Super Web page.. I just received a MUX because my old B&G repeater does not read the NMEA
output of the Raymarine
C80. Wout programmed it.. I will wire it up and take for a test drive this weekend.
Last weekend I installed the upgraded V3,18 software
for the C series. Its a vast improvement in capabilities for the C80. The C80 now accepts AIS input and will display the data on the radar
or the chart... or both.
I am NOT using a laptop
and I am not very techie.. being more a plug
and play electronics
person. I do find the C series very awkward and not intuitive to use. Way to much focus on waypoints and routes... and reversing routes and creating routs from tracks and and moving waypoints and so on.
My approach has always been to program a few waypoints in advance ... even underway and set the auto pilot to one at a time and adjust the heading to compensate for the set of the current
and leeway. I can't imagine a sailboat "following" a route
... what with all the wind
shifts, and sail trim required. All this waypoint "libraries" and routes are definitely aimed at the stinkpots and nerds who plan complex trips and sit at the top of the towers smoking cigars as the instruments drive them from dock
and hopefully all vessels move aside as they come. I know I usually AVOID power vessels at all cost.
The NASA AIS does seem like a good value for the safety
it provides. I imagine in the not too distant future all vessels including yachts over say 30' will have AIS transmit capability at a reasonable cost and then things could get very clutter on your screen! Imagine sorting out all that data!
Which brings me back to standing watch and carefully observing the vessels and LIGHTS they are showing to know where they are going (or not). This means WATCHING from above deck
and NOT a screen
on an instrument in you Nav Station. Since I sail with myself or my wife, I can't be spending too much time playing with instruments below decks... and when I do..I have to pop up and scan the horizon FREQUENTLY to make sure everything IS okay... INCLUDING sail trim.
What I have found quite useful in my little Garmin
IQue which is a palm device which has BlueCharts and is a WAAS receiver. All it displays is the ship's position, heading line, speed and coarse (SOG and COG)... no waypoints!

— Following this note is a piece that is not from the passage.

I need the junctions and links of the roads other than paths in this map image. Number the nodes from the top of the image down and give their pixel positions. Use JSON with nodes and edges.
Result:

This little chartplotter
is often all I need to confirm what my eyes are telling me... or even remind me to look a bit harder to see something like a buoy which has not yet made its appearance.

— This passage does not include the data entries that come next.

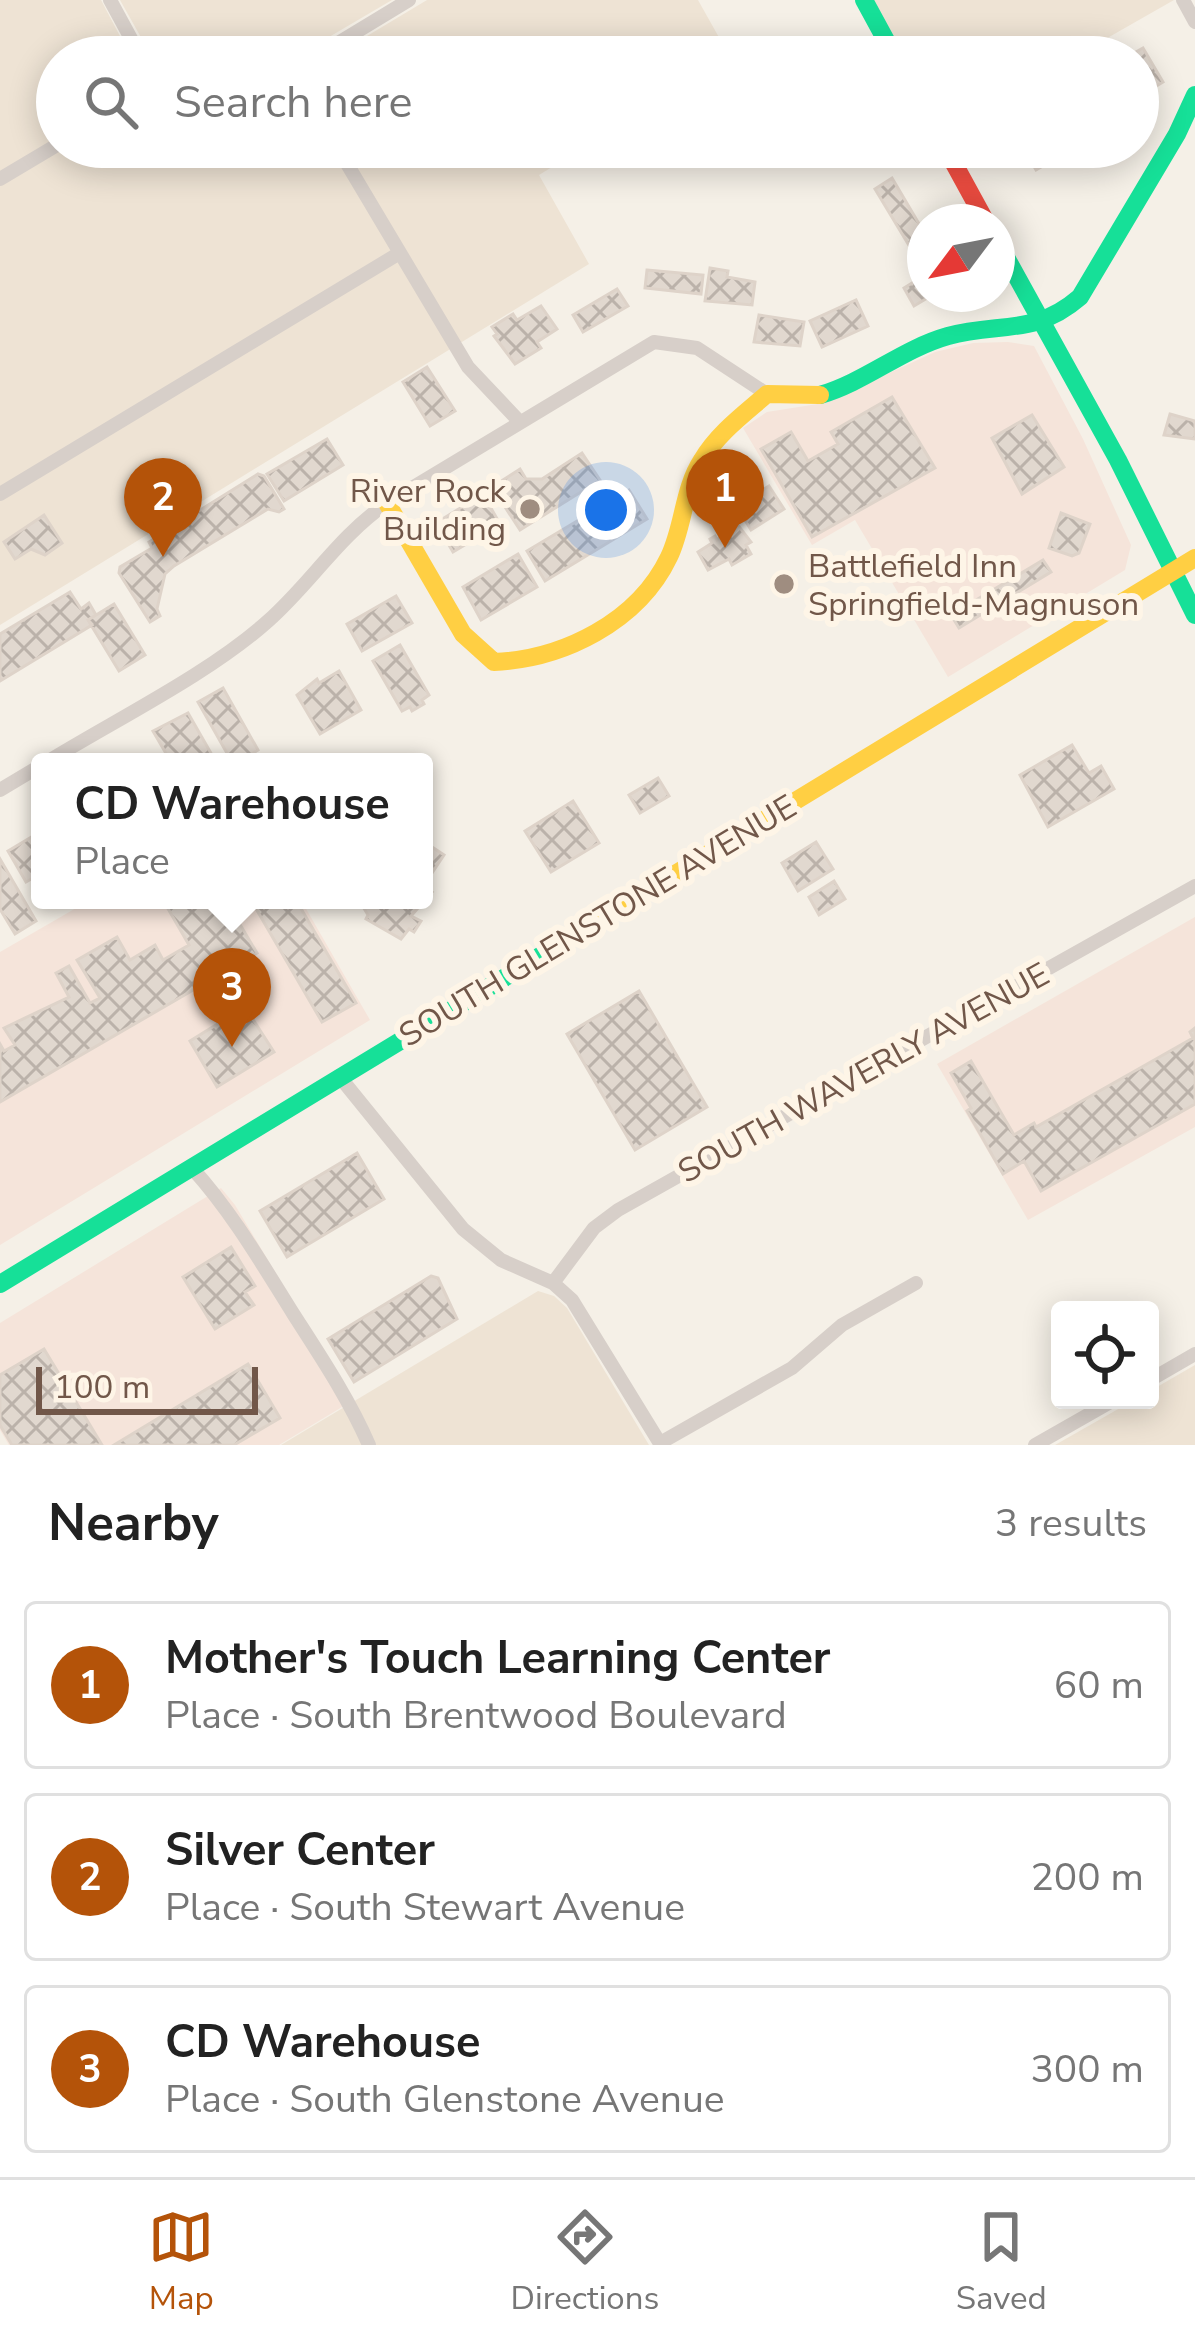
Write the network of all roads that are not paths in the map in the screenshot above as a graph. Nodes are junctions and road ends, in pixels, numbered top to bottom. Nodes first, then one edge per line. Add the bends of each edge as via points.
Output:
1 (110, 0) edge
2 (409, 0) edge
3 (864, 0) edge
4 (1183, 0) edge
5 (1195, 22) edge
6 (130, 36) edge
7 (350, 36) edge
8 (884, 36) edge
9 (1195, 95) edge
10 (36, 158) edge
11 (1159, 166) edge
12 (350, 168) edge
13 (956, 168) edge
14 (1158, 168) edge
15 (0, 179) edge
16 (976, 204) edge
17 (398, 254) junction
18 (1015, 274) edge
19 (1043, 325) junction
20 (767, 394) junction
21 (519, 421) junction
22 (0, 494) edge
23 (387, 503) junction
24 (1195, 558) edge
25 (1172, 572) junction
26 (1195, 615) edge
27 (61, 753) edge
28 (31, 771) edge
29 (0, 790) edge
30 (1195, 886) edge
31 (339, 1076) junction
32 (192, 1168) junction
33 (916, 1282) dead end
34 (553, 1283) junction
35 (0, 1284) edge
36 (1195, 1354) edge
37 (1159, 1375) edge
38 (1098, 1409) edge
39 (660, 1444) edge
40 (369, 1445) edge
41 (1035, 1445) edge

1 - 6 street
2 - 7 street
3 - 8 street
4 - 5 street
9 - 11 street
10 - 15 street
12 - 17 street
13 - 16 street
14 - 19 street via 1080,297
17 - 21 street via 468,367
17 - 22 street
18 - 19 street
19 - 20 street via 932,340 814,397
19 - 25 street
20 - 21 street via 697,348 654,342
20 - 23 street via 698,466 669,556 645,595 564,650 533,661 494,662 464,634
21 - 23 street
23 - 27 street via 247,638
24 - 25 street, SOUTH GLENSTONE AVENUE
25 - 26 street
25 - 31 street, SOUTH GLENSTONE AVENUE
28 - 29 street
30 - 34 street, SOUTH WAVERLY AVENUE via 618,1210
31 - 32 street, SOUTH GLENSTONE AVENUE
31 - 34 street via 464,1229 500,1260
32 - 35 street, SOUTH GLENSTONE AVENUE
32 - 40 street via 255,1253
33 - 39 street via 842,1325 792,1368
34 - 39 street via 589,1322
36 - 37 street
38 - 41 street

As I don't sit behind the helm
... the below decks auto pilot steers... I usually am positioned at the forward end of the cockpit
under the dodger
... where the instruments are arrayed in a "dash" console over the companionway
. Keeps me out of the sun... and closer to the radar and plotter in the nav station which I CAN see from the companionway
Until I got a chartplotter
in '01 I ran my fixes on paper charts
, transferred from a Loran
at first and then a GPS
. The two plotters I have are super... a Horizon CP170 an the C80. Offshore
passages I always run a plot on paper with fixes ploted each hr.

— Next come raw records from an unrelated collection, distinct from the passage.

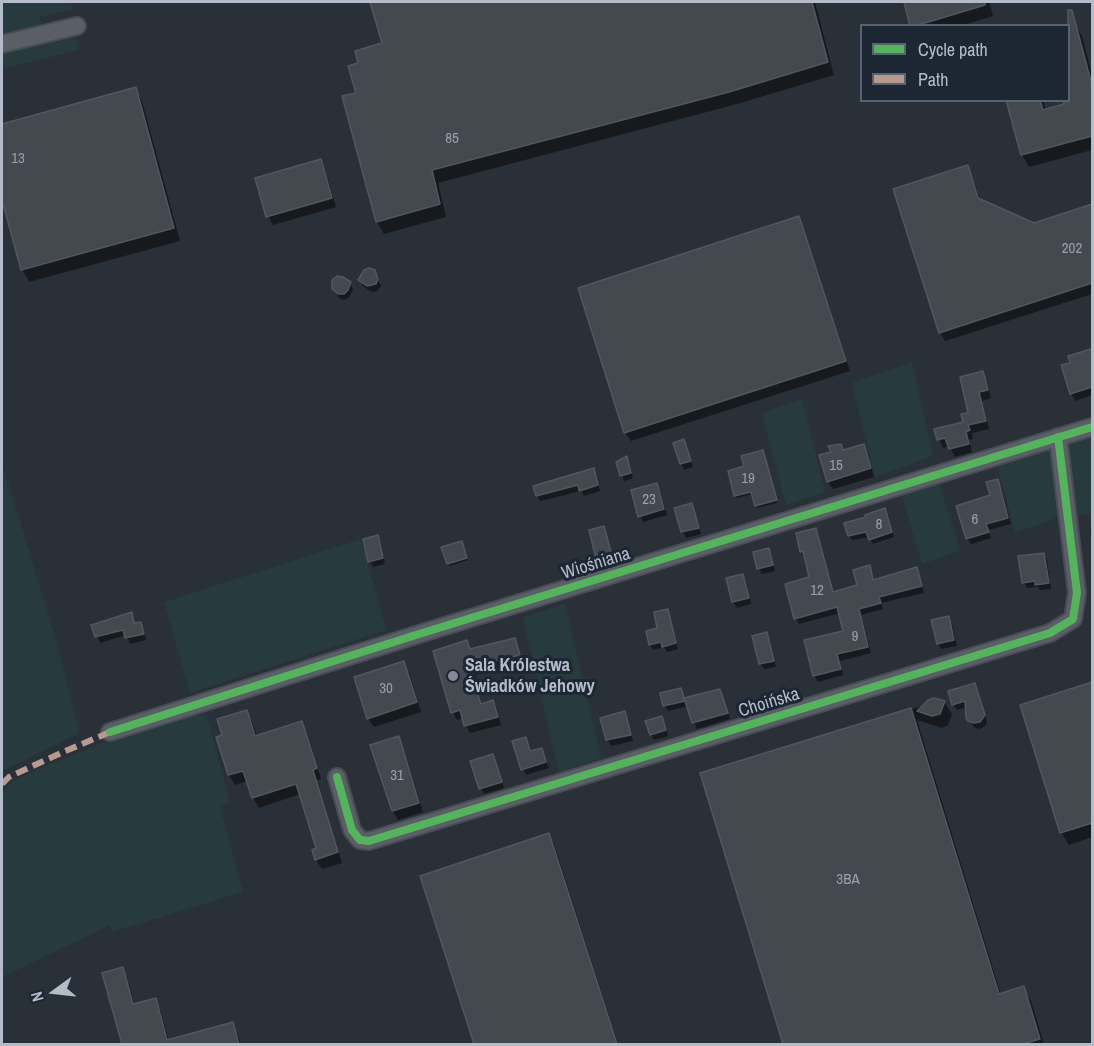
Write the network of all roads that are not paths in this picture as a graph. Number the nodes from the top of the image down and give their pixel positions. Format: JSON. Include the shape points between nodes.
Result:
{"nodes":[{"id":1,"x":77,"y":26,"type":"dead end"},
{"id":2,"x":2,"y":44,"type":"edge"},
{"id":3,"x":1092,"y":427,"type":"edge"},
{"id":4,"x":1058,"y":437,"type":"junction"},
{"id":5,"x":110,"y":732,"type":"dead end"},
{"id":6,"x":337,"y":777,"type":"dead end"}],
"edges":[{"from":1,"to":2,"type":"street"},
{"from":3,"to":4,"type":"street","name":"Wiośniana"},
{"from":4,"to":5,"type":"street","name":"Wiośniana"},
{"from":4,"to":6,"type":"street","name":"Choińska","via":[[1077,593],[1073,619],[1050,633],[369,841],[360,840],[352,830]]}]}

Lately most of my sailing is in familair waters and navigation is mostly about collision
avoidance than it is about figuring our where I am.
I rarely use the radar, except in the evening and in fog
which is rare in Long Island
... But the new MARPA feature looks interesting... and waypoints are usually "hazards" to keep to one side or the other... since getting there is tacking and gybing... Who ever sails
a rhumb line these days? hahaha.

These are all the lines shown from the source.